----- Records to use

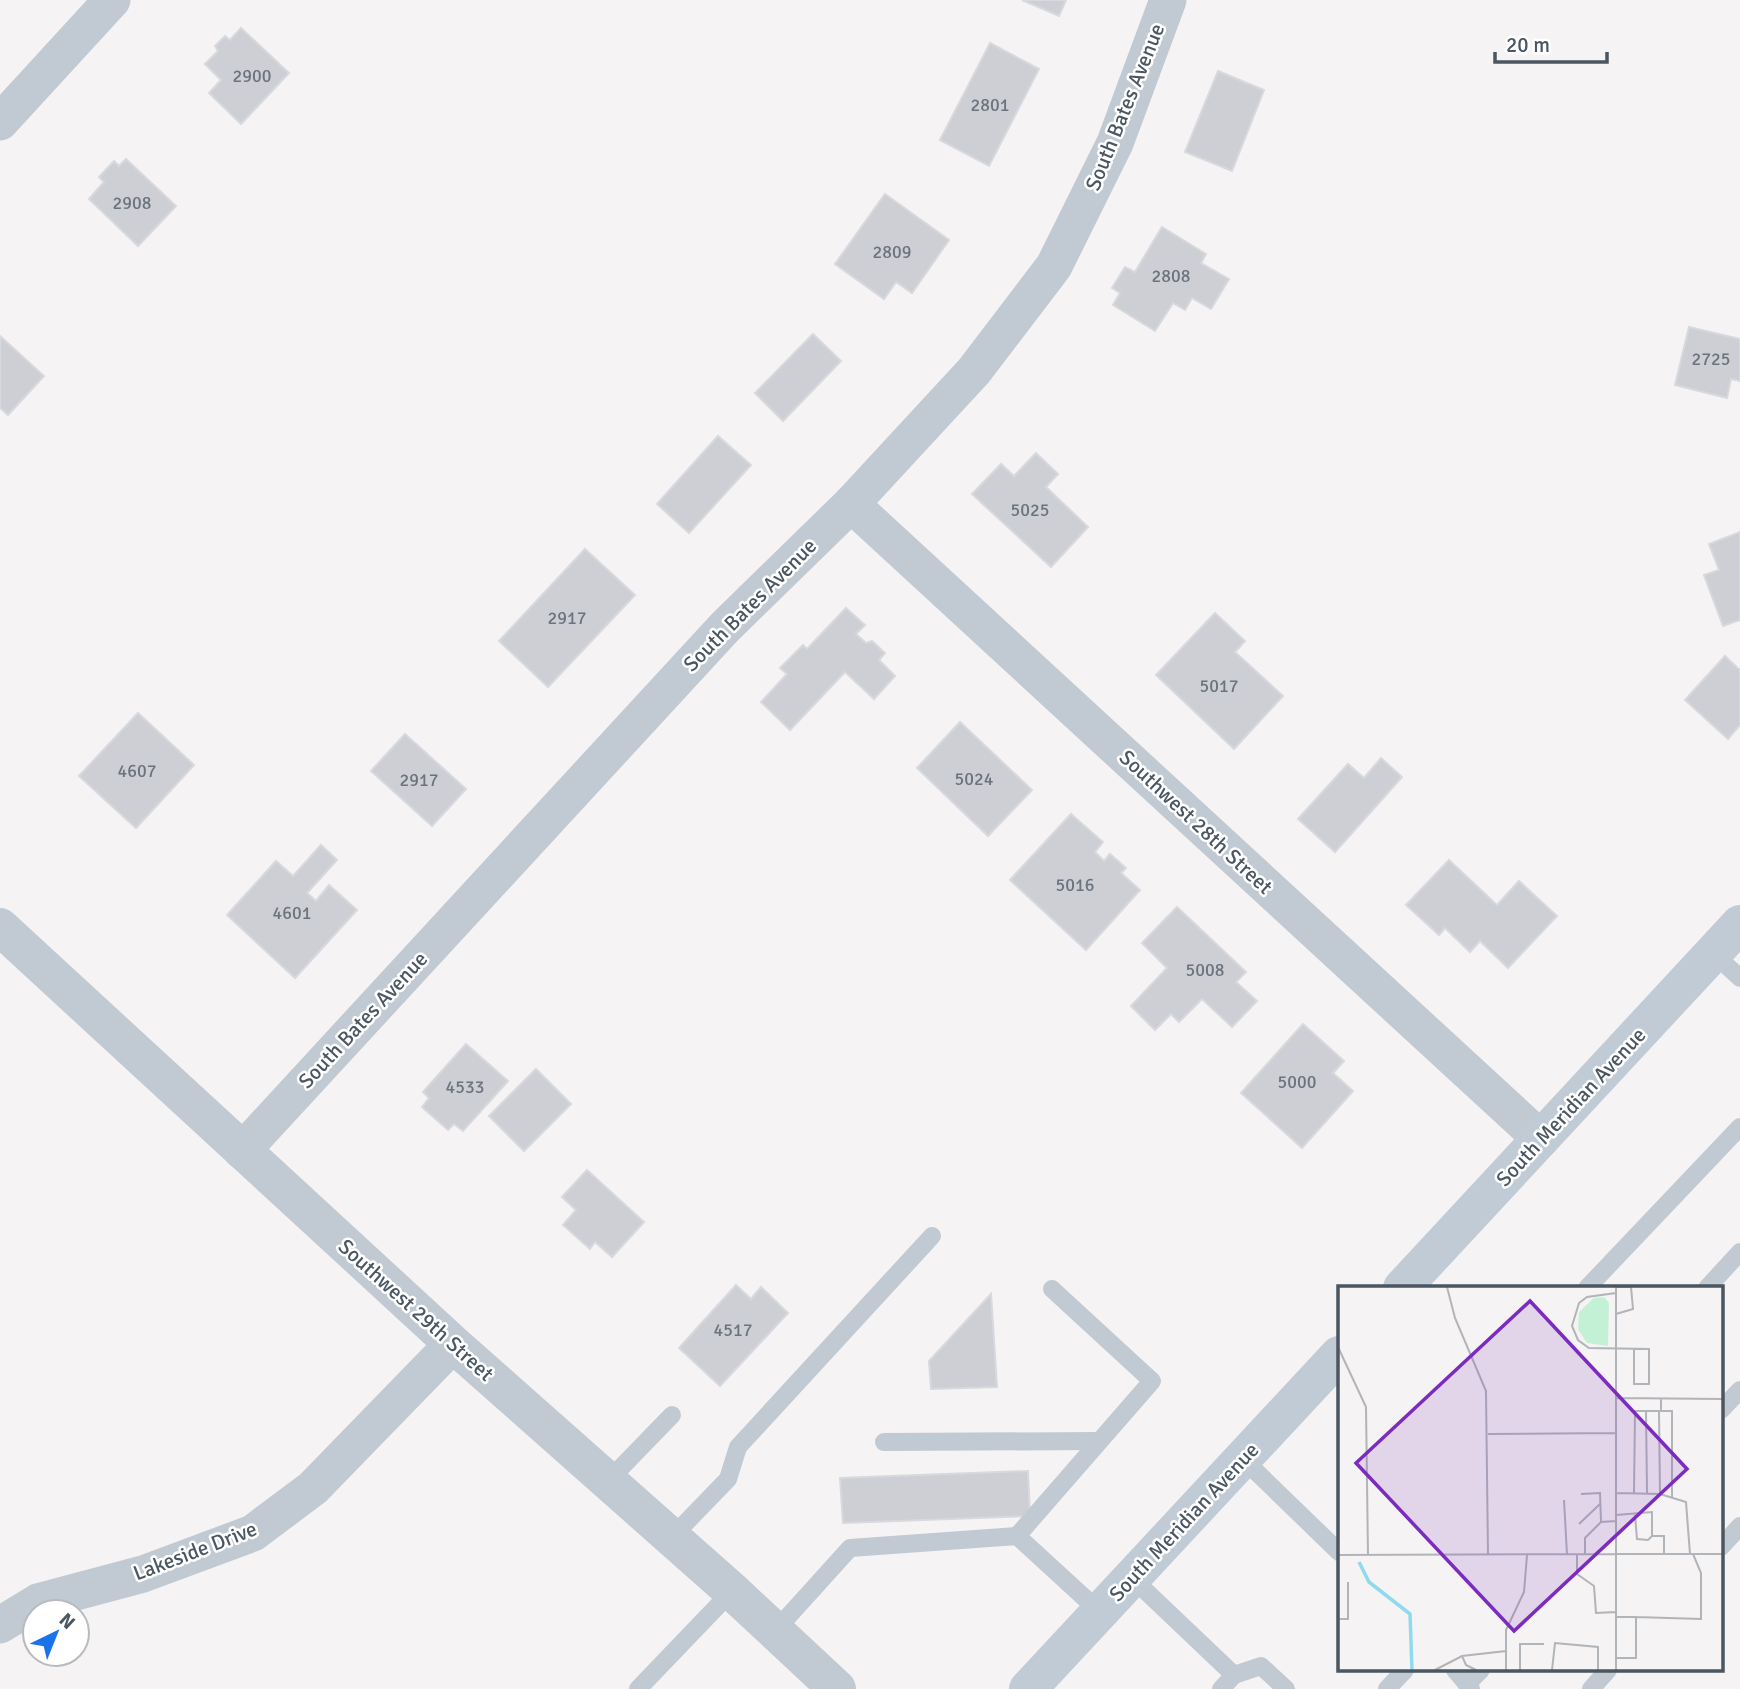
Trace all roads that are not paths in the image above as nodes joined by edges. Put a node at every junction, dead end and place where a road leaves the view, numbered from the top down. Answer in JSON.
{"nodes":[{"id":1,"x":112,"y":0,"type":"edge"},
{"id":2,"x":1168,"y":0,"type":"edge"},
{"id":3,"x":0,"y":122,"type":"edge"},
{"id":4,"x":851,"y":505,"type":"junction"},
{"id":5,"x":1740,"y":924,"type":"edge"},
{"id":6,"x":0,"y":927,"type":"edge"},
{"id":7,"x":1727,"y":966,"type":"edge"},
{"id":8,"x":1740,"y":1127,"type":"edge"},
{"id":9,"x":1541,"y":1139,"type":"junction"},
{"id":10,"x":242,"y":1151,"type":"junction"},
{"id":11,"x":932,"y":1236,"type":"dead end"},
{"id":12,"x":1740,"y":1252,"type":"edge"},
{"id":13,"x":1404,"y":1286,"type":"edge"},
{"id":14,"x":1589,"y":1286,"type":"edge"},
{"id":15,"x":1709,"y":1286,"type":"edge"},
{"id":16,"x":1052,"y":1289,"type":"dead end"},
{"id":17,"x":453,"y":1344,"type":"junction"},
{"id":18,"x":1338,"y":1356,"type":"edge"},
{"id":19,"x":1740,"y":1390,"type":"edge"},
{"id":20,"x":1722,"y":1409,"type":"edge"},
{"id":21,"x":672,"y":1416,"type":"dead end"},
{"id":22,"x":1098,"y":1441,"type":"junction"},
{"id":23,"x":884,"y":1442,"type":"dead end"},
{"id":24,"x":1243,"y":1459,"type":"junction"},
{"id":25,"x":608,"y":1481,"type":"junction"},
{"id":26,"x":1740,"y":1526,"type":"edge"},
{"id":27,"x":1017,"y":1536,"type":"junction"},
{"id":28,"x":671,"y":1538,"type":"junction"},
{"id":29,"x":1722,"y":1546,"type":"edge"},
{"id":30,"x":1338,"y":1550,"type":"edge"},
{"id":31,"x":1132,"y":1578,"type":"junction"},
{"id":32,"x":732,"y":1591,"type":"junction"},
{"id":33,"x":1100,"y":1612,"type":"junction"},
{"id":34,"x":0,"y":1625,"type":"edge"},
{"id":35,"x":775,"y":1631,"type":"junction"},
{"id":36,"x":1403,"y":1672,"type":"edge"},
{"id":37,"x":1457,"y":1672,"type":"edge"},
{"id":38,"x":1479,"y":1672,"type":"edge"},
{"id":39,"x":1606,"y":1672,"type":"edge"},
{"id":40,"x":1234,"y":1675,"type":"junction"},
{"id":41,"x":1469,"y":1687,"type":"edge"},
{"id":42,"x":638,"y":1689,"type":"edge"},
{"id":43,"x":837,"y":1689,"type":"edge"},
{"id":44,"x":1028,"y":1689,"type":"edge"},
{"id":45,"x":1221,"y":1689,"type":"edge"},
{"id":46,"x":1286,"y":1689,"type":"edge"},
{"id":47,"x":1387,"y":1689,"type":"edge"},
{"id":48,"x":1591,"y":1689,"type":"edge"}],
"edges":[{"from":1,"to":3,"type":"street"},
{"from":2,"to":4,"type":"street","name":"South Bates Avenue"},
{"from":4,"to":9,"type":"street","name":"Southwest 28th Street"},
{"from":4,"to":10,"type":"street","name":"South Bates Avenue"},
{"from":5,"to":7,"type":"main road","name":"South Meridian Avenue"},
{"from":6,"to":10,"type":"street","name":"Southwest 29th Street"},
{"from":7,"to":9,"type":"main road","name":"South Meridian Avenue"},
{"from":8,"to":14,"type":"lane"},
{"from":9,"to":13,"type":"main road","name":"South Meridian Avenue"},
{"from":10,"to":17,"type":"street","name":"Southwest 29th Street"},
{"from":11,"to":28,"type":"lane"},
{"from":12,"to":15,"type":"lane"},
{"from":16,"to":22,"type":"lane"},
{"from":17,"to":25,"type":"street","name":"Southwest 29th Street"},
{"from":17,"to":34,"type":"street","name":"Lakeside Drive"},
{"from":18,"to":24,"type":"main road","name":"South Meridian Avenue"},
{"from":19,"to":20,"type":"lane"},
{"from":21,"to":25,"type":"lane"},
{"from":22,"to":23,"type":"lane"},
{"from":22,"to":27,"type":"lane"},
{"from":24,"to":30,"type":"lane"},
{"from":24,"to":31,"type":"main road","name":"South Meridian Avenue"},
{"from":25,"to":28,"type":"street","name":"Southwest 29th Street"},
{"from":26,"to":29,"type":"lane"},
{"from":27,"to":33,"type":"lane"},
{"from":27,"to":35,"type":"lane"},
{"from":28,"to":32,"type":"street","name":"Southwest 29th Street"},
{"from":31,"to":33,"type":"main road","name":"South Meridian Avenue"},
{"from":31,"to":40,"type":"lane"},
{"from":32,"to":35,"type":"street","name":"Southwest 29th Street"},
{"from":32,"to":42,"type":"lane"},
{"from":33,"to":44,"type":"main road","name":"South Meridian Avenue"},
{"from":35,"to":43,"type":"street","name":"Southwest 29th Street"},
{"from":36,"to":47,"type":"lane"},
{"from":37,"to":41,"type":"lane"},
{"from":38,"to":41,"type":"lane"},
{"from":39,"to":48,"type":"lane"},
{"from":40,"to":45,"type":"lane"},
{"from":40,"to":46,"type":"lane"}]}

----------
----- Records to use

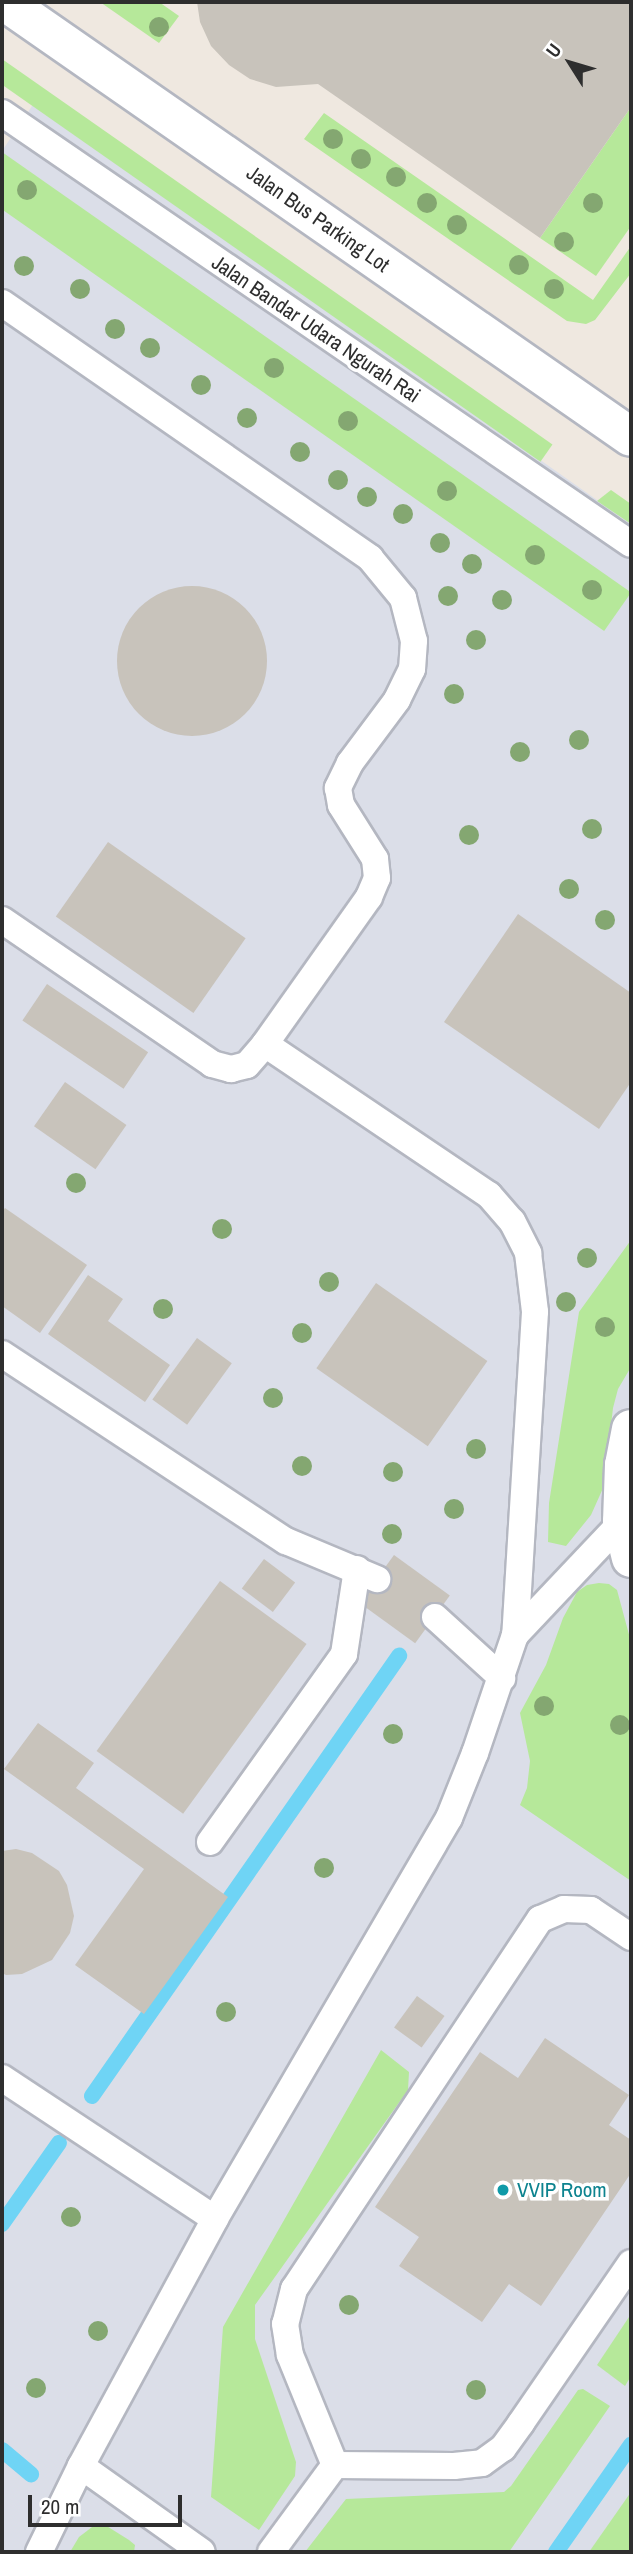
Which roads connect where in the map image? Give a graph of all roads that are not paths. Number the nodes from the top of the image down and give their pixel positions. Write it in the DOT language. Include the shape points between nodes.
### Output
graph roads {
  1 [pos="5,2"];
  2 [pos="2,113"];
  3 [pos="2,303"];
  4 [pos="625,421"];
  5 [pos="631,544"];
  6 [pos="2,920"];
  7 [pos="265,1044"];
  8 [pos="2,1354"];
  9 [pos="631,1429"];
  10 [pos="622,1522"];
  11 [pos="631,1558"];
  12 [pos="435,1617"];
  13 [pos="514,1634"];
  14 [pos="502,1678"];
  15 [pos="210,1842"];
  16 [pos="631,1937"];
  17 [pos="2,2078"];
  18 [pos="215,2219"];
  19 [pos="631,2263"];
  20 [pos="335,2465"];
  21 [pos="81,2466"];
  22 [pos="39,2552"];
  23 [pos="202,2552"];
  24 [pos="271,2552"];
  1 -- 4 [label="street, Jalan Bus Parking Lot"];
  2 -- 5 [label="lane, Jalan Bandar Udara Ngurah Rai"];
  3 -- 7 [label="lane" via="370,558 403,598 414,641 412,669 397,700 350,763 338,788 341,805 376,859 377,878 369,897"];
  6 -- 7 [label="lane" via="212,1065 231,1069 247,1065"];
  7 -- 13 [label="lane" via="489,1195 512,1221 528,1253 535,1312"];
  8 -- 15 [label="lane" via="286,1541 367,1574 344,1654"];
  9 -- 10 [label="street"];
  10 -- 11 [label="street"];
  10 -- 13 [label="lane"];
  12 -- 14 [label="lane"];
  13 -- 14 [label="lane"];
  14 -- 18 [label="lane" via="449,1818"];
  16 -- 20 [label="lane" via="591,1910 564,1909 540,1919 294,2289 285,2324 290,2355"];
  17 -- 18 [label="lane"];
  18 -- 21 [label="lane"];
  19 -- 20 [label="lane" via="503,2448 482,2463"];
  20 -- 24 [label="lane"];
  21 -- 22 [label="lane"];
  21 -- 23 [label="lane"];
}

----------

▶ Task to complete
Each line of the data that has the string "Jalan" counts once; give the total and nothing else.

▶ Response to the task
2